(Stored items)

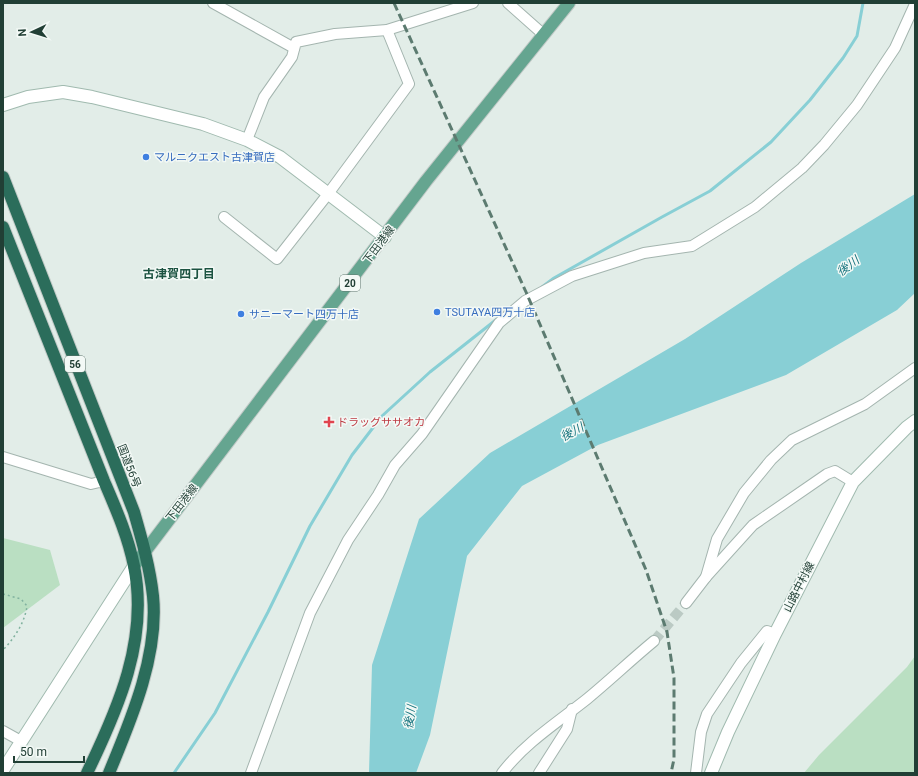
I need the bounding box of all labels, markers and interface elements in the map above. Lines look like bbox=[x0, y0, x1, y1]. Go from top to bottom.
north arrow bbox=[12, 12, 52, 52]
text: N bbox=[16, 28, 29, 37]
place label: マルニクエスト古津賀店 bbox=[154, 151, 275, 164]
marker: マルニクエスト古津賀店 bbox=[141, 152, 151, 162]
street label: 下田港線 bbox=[361, 224, 397, 266]
water label: 後川 bbox=[834, 252, 863, 279]
district label: 古津賀四丁目 bbox=[143, 267, 215, 281]
road number: 20 bbox=[340, 275, 360, 291]
place label: TSUTAYA四万十店 bbox=[445, 306, 535, 319]
marker: TSUTAYA四万十店 bbox=[432, 307, 442, 317]
place label: サニーマート四万十店 bbox=[249, 308, 359, 321]
marker: サニーマート四万十店 bbox=[236, 309, 246, 319]
road number: 56 bbox=[65, 356, 85, 372]
place label: ドラッグササオカ bbox=[337, 416, 425, 429]
marker: ドラッグササオカ bbox=[324, 417, 334, 427]
water label: 後川 bbox=[558, 419, 588, 444]
street label: 国道56号 bbox=[115, 442, 143, 490]
street label: 下田港線 bbox=[163, 482, 201, 524]
street label: 山路中村線 bbox=[781, 560, 817, 614]
water label: 後川 bbox=[401, 702, 419, 730]
scale bar bbox=[14, 738, 84, 764]
text: 50 m bbox=[20, 745, 47, 759]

### Activity
Each line of the data that includes "street" should be copied.

### Completed task
street label: 下田港線 bbox=[361, 224, 397, 266]
street label: 国道56号 bbox=[115, 442, 143, 490]
street label: 下田港線 bbox=[163, 482, 201, 524]
street label: 山路中村線 bbox=[781, 560, 817, 614]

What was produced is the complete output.